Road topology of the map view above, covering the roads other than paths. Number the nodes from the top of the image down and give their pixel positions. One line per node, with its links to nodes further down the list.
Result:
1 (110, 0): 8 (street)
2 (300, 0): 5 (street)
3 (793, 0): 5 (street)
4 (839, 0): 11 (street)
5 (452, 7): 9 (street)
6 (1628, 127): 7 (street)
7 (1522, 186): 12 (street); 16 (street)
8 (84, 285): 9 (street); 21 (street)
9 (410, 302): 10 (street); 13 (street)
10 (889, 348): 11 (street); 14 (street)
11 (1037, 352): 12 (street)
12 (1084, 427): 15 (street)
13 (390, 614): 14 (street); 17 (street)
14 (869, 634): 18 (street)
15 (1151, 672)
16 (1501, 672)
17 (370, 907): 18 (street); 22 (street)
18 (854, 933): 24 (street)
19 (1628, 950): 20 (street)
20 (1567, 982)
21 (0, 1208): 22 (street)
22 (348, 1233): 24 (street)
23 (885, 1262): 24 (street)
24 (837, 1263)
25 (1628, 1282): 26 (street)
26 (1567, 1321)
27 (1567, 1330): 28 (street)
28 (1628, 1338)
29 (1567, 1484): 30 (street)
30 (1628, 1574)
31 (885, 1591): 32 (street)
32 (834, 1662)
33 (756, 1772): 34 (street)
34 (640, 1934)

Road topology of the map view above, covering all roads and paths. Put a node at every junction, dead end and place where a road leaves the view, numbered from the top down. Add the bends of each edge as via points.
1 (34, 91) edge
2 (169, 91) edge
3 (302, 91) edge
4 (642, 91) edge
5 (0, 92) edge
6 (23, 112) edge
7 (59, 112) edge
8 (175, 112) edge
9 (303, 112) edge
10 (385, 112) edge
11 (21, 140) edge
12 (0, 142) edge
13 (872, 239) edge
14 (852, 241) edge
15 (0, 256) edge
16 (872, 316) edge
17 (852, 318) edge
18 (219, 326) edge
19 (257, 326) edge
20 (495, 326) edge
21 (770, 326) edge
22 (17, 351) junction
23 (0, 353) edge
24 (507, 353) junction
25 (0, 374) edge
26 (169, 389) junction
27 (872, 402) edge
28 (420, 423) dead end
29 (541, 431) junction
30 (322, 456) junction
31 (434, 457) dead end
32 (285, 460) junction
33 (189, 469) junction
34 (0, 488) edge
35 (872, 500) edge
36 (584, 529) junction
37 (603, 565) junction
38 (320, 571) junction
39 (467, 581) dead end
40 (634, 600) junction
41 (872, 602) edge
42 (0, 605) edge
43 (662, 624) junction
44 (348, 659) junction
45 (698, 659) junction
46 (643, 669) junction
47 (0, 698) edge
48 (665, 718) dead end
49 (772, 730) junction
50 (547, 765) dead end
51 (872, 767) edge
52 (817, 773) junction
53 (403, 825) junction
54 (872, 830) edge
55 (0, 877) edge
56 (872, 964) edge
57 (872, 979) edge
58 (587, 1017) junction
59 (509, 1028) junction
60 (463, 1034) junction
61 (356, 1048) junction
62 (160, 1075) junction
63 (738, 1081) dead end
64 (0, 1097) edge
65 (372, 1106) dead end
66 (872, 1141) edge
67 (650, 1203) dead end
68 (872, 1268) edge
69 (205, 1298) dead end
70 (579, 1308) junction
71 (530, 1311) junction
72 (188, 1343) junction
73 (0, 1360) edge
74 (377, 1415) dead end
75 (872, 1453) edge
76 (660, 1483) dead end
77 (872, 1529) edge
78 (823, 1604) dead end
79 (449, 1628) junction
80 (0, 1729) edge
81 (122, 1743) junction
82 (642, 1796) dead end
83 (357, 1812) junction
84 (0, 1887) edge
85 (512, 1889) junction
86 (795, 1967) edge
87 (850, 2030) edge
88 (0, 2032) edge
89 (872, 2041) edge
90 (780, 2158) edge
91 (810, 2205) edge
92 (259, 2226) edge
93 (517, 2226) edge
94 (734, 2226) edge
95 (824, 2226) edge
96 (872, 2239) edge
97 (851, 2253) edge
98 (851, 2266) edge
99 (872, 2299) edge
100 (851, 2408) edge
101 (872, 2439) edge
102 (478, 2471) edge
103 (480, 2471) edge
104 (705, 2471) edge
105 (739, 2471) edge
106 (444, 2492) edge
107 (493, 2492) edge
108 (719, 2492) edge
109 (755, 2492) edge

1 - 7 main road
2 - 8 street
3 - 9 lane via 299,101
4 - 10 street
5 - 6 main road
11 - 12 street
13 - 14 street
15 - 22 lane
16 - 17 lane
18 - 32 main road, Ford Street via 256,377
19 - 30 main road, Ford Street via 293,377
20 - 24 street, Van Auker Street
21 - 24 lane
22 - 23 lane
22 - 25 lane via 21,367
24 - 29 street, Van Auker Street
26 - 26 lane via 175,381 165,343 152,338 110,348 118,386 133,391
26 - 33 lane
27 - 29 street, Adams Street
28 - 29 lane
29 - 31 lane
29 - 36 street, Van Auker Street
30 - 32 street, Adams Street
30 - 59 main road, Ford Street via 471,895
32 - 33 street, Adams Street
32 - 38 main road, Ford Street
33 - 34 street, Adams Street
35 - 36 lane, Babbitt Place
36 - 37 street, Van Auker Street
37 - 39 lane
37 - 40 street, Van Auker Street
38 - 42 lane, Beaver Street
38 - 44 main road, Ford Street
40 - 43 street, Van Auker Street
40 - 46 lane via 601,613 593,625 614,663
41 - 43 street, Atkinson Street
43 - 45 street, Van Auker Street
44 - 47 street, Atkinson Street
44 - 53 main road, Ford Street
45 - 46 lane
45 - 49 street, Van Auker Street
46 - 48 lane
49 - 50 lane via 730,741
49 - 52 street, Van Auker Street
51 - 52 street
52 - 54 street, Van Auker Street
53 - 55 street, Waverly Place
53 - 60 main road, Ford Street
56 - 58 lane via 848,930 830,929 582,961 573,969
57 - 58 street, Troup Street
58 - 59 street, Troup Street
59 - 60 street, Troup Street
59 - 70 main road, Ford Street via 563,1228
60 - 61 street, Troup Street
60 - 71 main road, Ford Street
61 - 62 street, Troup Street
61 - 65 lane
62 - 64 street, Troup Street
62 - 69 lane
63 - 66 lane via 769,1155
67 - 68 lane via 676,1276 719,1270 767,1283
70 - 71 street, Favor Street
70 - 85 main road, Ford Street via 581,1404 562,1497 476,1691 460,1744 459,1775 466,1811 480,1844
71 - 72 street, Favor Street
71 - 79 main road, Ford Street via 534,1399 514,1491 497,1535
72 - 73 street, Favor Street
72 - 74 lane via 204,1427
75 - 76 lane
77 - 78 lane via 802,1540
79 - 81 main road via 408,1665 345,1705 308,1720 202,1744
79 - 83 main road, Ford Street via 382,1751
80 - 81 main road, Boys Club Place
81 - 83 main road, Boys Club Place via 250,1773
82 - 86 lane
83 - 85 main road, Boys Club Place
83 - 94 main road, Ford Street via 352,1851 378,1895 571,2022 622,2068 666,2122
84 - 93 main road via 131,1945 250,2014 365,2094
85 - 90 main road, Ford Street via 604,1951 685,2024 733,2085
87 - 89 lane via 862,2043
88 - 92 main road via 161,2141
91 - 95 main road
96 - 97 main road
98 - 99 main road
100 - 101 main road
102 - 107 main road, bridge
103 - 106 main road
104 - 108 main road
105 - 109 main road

▸ **What is being asked**: Using the material above, gather every line that includes "Club".

▸ **Response for this exercise**:
80 - 81 main road, Boys Club Place
81 - 83 main road, Boys Club Place via 250,1773
83 - 85 main road, Boys Club Place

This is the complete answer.